Scientific classification
- Domain: Eukaryota
- Kingdom: Animalia
- Phylum: Arthropoda
- Class: Insecta
- Order: Lepidoptera
- Family: Gelechiidae
- Genus: Dichomeris
- Species: D. substratella
- Binomial name: Dichomeris substratella Walsingham, 1911

= Dichomeris substratella =

- Authority: Walsingham, 1911

Species of moth

Dichomeris substratella is a moth in the family Gelechiidae. It was described by Thomas de Grey, 6th Baron Walsingham, in 1911. It is found in Mexico (Veracruz, Tabasco) and French Guiana.

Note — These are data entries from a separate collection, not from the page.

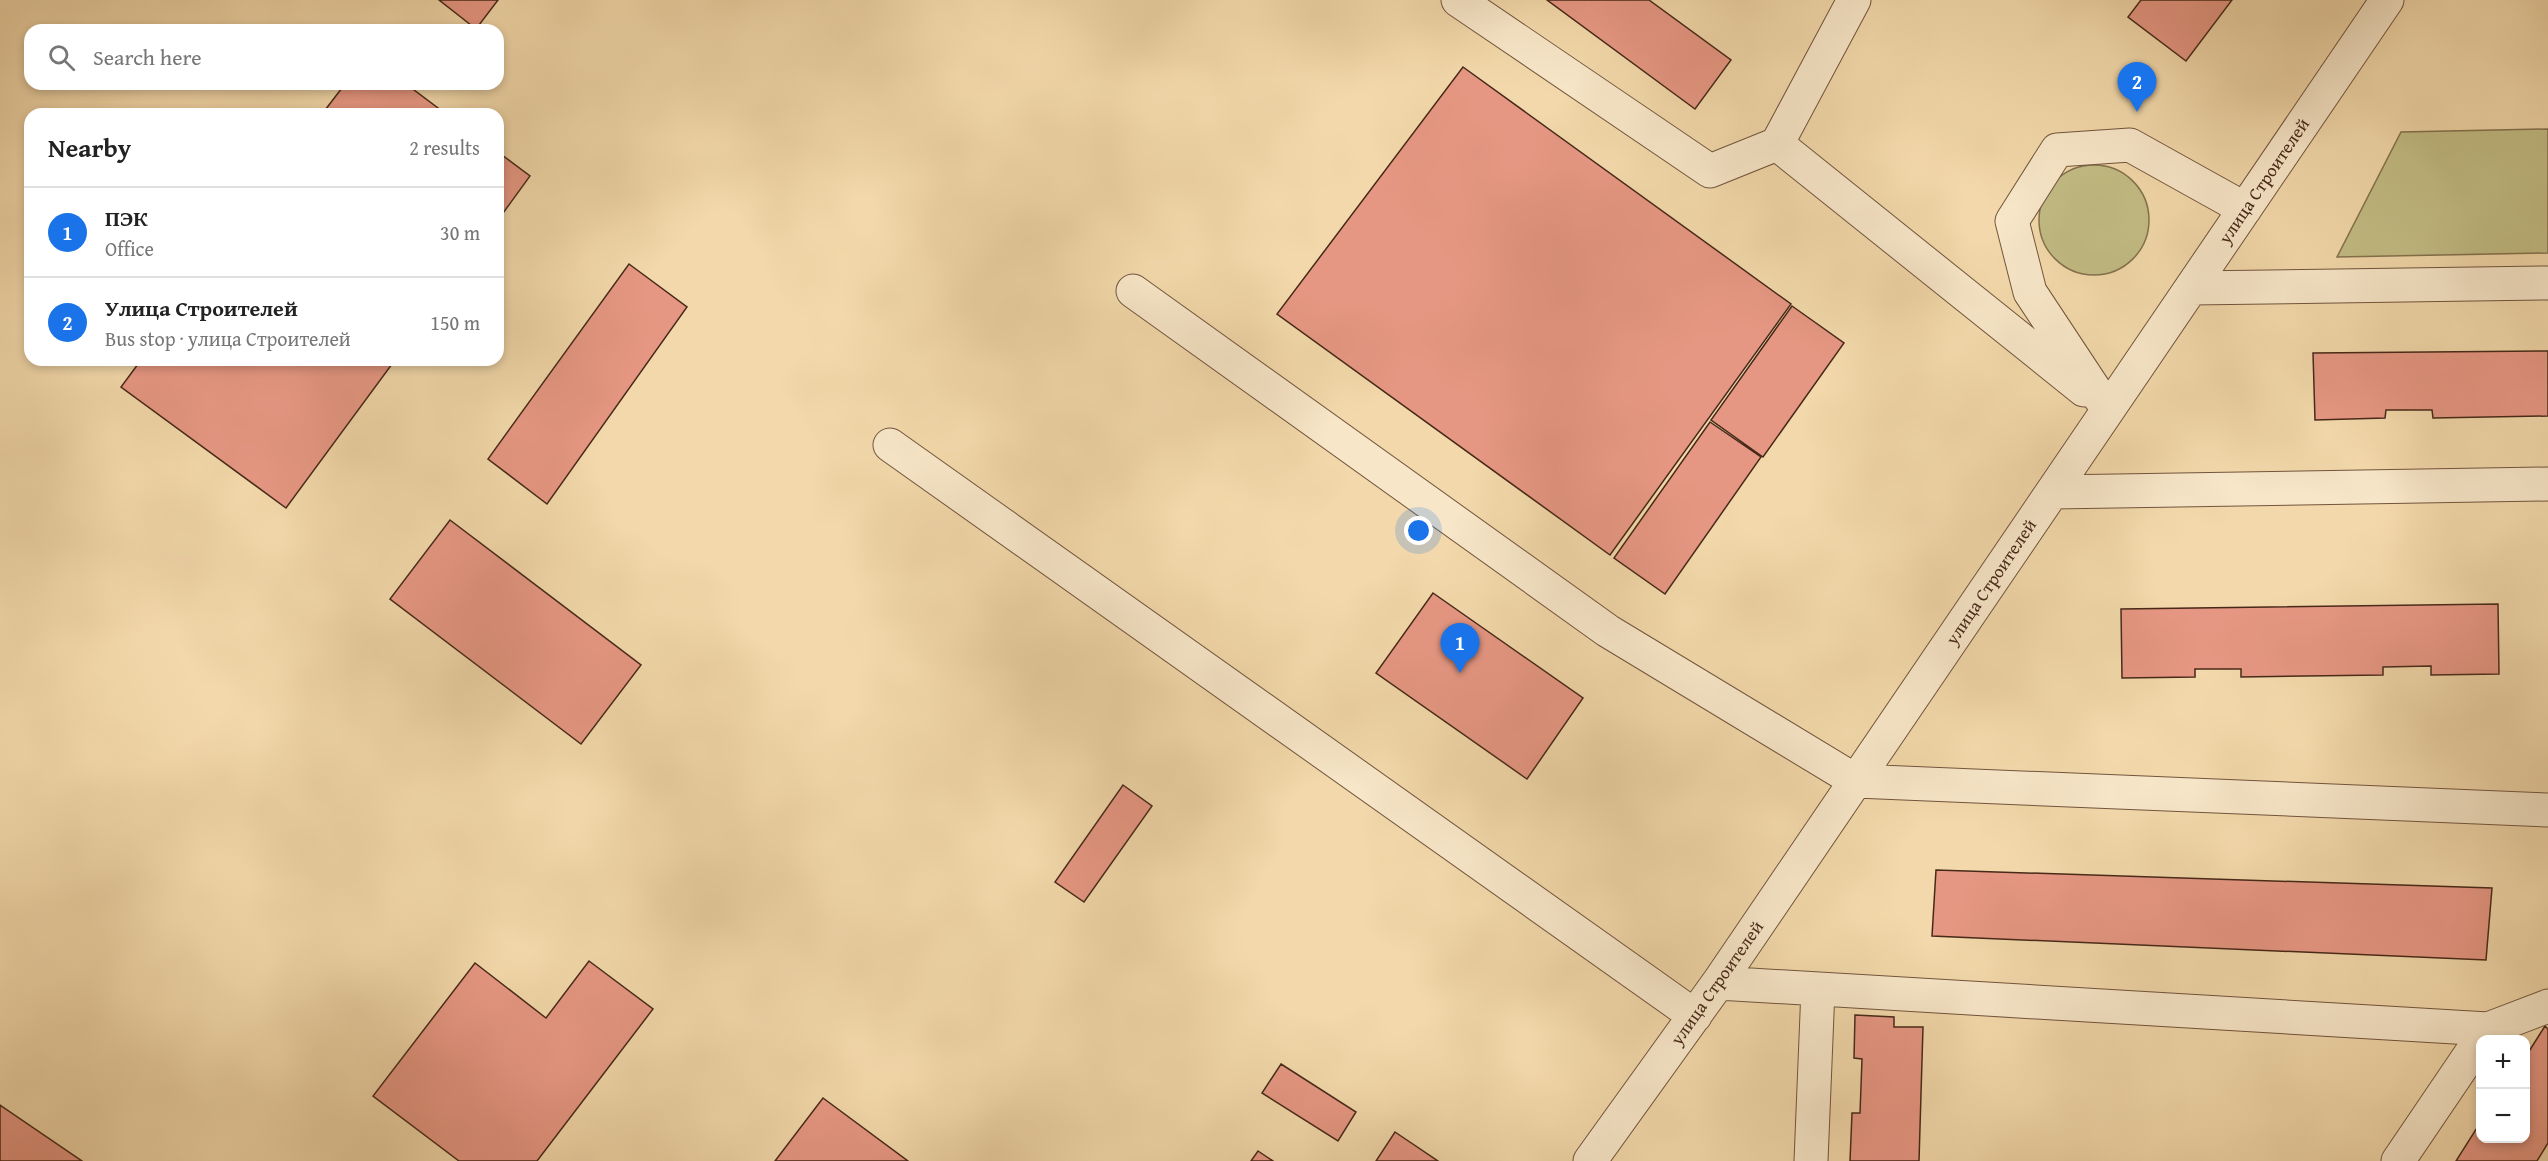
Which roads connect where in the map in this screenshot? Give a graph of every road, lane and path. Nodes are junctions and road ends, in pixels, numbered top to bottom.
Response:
1 (1458, 0) edge
2 (1854, 0) edge
3 (2387, 0) edge
4 (1777, 144) junction
5 (2245, 209) junction
6 (2548, 284) edge
7 (2191, 288) junction
8 (1132, 291) dead end
9 (2108, 410) junction
10 (890, 445) dead end
11 (2548, 484) edge
12 (2053, 492) junction
13 (1856, 781) junction
14 (2548, 810) edge
15 (1718, 983) junction
16 (1818, 990) junction
17 (2548, 1006) edge
18 (1695, 1016) junction
19 (2485, 1035) edge
20 (2476, 1036) edge
21 (2476, 1046) edge
22 (1590, 1161) edge
23 (1811, 1161) edge
24 (2398, 1161) edge

1 - 4 street
2 - 4 street
3 - 5 street, улица Строителей
4 - 9 street
5 - 7 street, улица Строителей
5 - 9 street
6 - 7 street
7 - 9 street, улица Строителей
8 - 13 street
9 - 12 street, улица Строителей
10 - 18 street
11 - 12 street
12 - 13 street, улица Строителей
13 - 14 street
13 - 15 street, улица Строителей
15 - 16 street
15 - 18 street, улица Строителей
16 - 20 street
16 - 23 street
17 - 19 street
18 - 22 street, улица Строителей
21 - 24 street

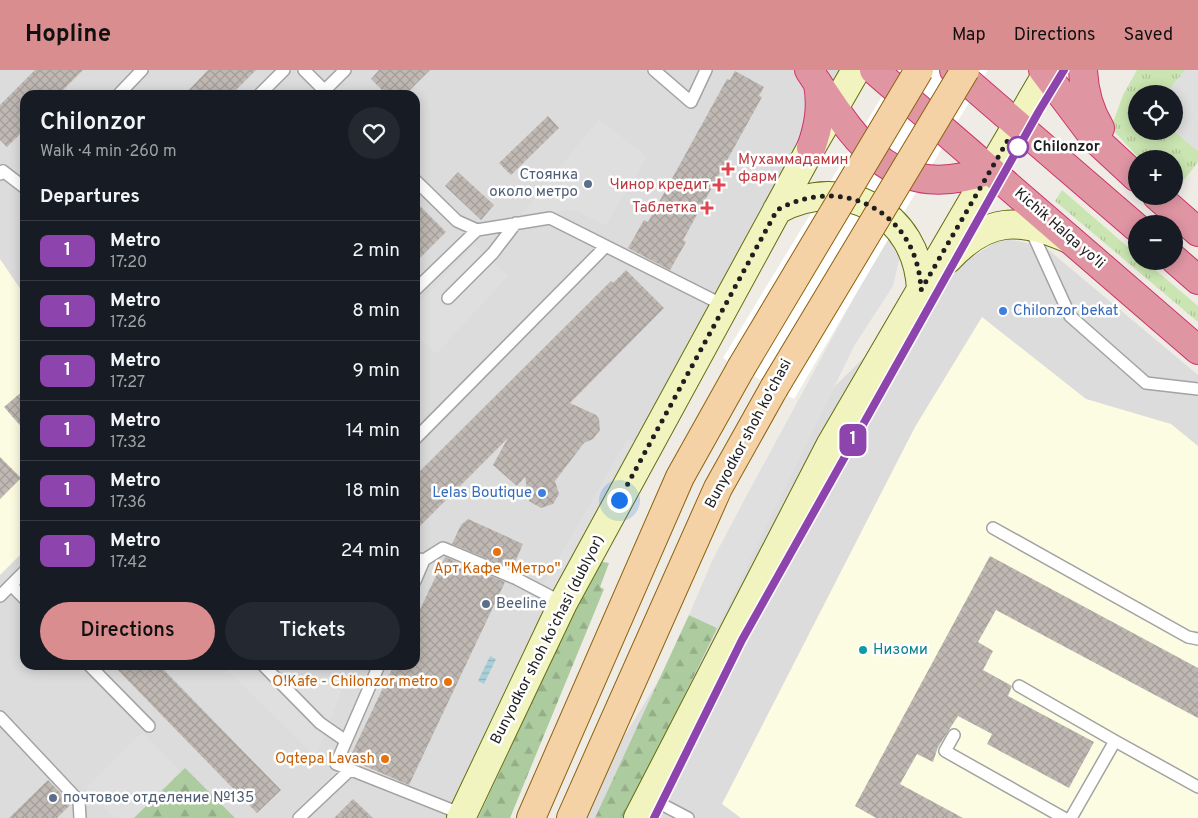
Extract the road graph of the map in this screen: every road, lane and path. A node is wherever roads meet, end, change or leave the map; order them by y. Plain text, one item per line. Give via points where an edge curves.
1 (142, 70) edge
2 (284, 70) edge
3 (304, 70) edge
4 (345, 70) edge
5 (654, 70) edge
6 (706, 70) edge
7 (856, 70) edge
8 (874, 70) edge
9 (919, 70) edge
10 (954, 70) edge
11 (965, 70) edge
12 (1083, 70) edge
13 (1047, 71) edge
14 (814, 77) edge
15 (123, 90) edge
16 (263, 90) edge
17 (324, 90) edge
18 (329, 90) edge
19 (834, 107) junction
20 (1018, 124) junction
21 (811, 148) junction
22 (1128, 168) edge
23 (1128, 169) edge
24 (0, 174) edge
25 (999, 178) junction
26 (20, 184) edge
27 (420, 185) edge
28 (1167, 205) edge
29 (777, 210) junction
30 (1128, 220) edge
31 (516, 224) junction
32 (1028, 225) junction
33 (477, 230) junction
34 (1198, 232) edge
35 (1073, 241) junction
36 (606, 246) junction
37 (1183, 267) edge
38 (1198, 280) edge
39 (420, 285) edge
40 (921, 290) junction
41 (448, 298) dead end
42 (725, 306) junction
43 (1198, 350) edge
44 (1198, 389) edge
45 (420, 434) edge
46 (993, 528) dead end
47 (420, 559) edge
48 (20, 576) edge
49 (11, 585) junction
50 (20, 594) edge
51 (0, 596) edge
52 (563, 603) junction
53 (1198, 639) edge
54 (94, 670) edge
55 (267, 670) edge
56 (377, 670) edge
57 (1019, 686) dead end
58 (2, 722) edge
59 (149, 726) dead end
60 (954, 735) dead end
61 (346, 741) junction
62 (1115, 741) junction
63 (350, 770) junction
64 (1198, 787) edge
65 (643, 808) edge
66 (461, 816) edge
67 (80, 818) edge
68 (299, 818) edge
69 (531, 818) edge
70 (571, 818) edge
71 (688, 818) edge
72 (1064, 818) edge
73 (1072, 818) edge

1 - 15 lane
2 - 16 lane
3 - 17 lane
4 - 18 lane
5 - 6 lane via 691,102
7 - 19 street, Bunyodkor shoh koʻchasi (dublyor)
8 - 25 highway, Kichik Halqa yo'li
9 - 69 main road, bridge via 741,368 680,477
10 - 20 highway
11 - 70 main road, Bunyodkor shoh ko'chasi, bridge via 774,388 718,488
12 - 22 highway via 1090,108
13 - 20 street
13 - 23 highway via 1095,139
14 - 19 highway
14 - 21 highway via 821,100
19 - 21 street, Bunyodkor shoh koʻchasi (dublyor)
19 - 25 highway via 866,150 896,169 930,180
20 - 25 street
20 - 30 highway
21 - 29 street, Bunyodkor shoh koʻchasi (dublyor)
24 - 26 lane via 3,171
25 - 32 lane
25 - 35 highway, Kichik Halqa yo'li
25 - 40 street
27 - 33 lane via 457,221
28 - 34 highway
29 - 40 street via 802,198 827,194 849,197 873,206 893,222 908,244 918,266
29 - 42 street, Bunyodkor shoh koʻchasi (dublyor)
31 - 33 lane
31 - 36 lane via 550,218
31 - 41 lane via 494,253
32 - 35 street
32 - 40 street via 1007,223 977,233
32 - 44 lane via 1070,316 1146,383
33 - 39 lane
35 - 43 highway, Kichik Halqa yo'li
36 - 42 lane
36 - 45 lane
37 - 38 highway
40 - 65 street via 831,444
42 - 52 street, Bunyodkor shoh koʻchasi (dublyor)
46 - 53 lane via 1188,637
47 - 52 lane via 443,548 517,579
48 - 49 lane
49 - 50 lane
49 - 51 lane
52 - 66 street, Bunyodkor shoh koʻchasi (dublyor)
54 - 59 lane
55 - 61 lane via 320,723
56 - 61 lane
57 - 62 lane
58 - 67 lane via 79,800
60 - 72 lane via 945,751
61 - 63 lane via 336,764
62 - 64 lane
62 - 73 lane
63 - 66 lane
63 - 68 lane
65 - 71 lane

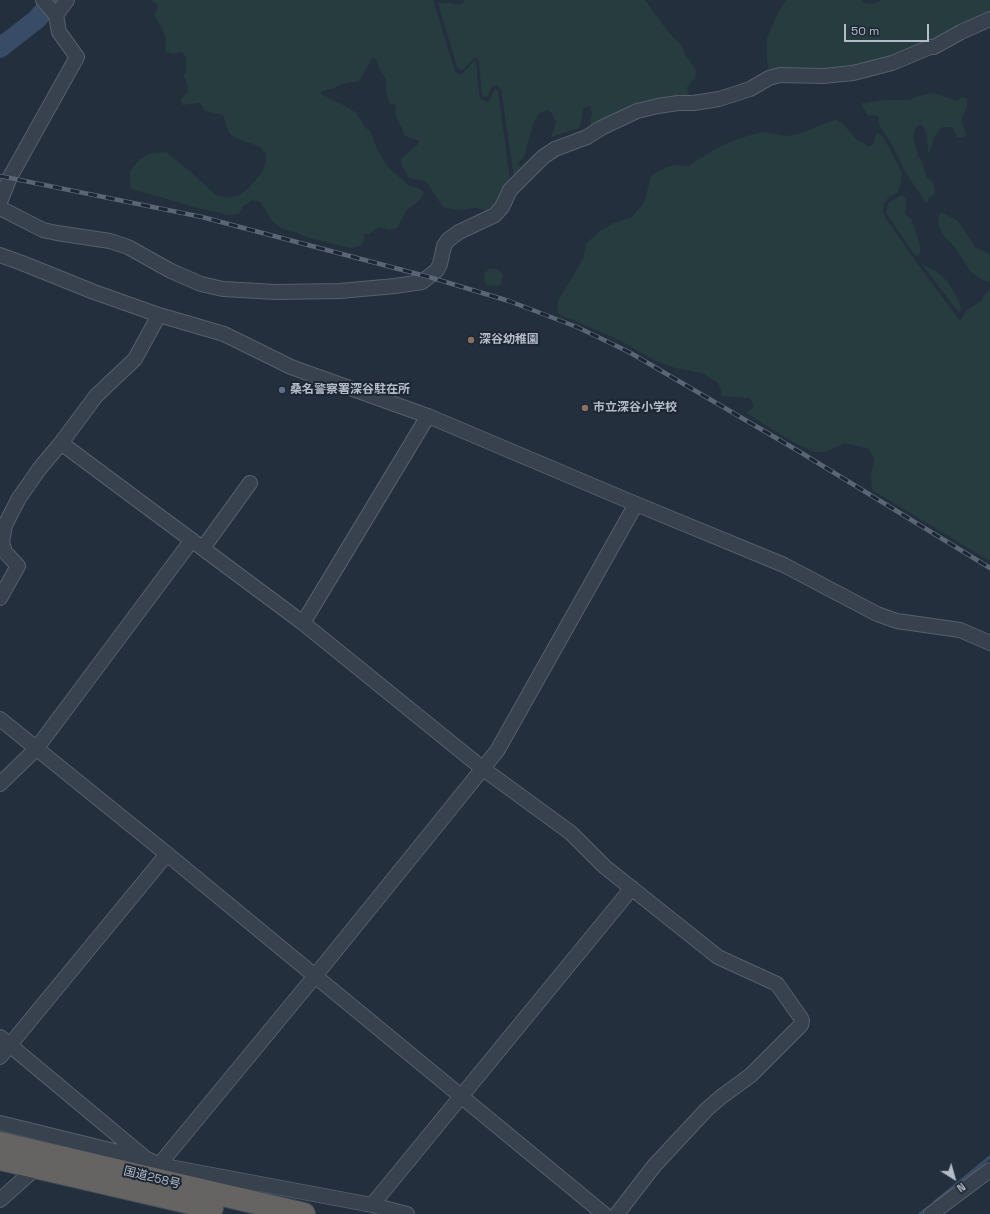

The wingspan is 15–16 mm. The forewings are ochreous, with a reddish-brown suffusion along the dorsum extending to the end of the fold, with some sprinkling of the same colour beyond as well as along the costa, the basal half of which shows a shining steel bluish streak, fading outward. There are two elongate blackish spots in the fold, and between them, but nearer to the outer one, a patch of blackish scales rests on its upper edge and is followed by a small black spot at the end of the cell. There is also a geminate black spot on the termen. The hindwings are brownish grey, somewhat transparent, but not noticeably iridescent towards the base.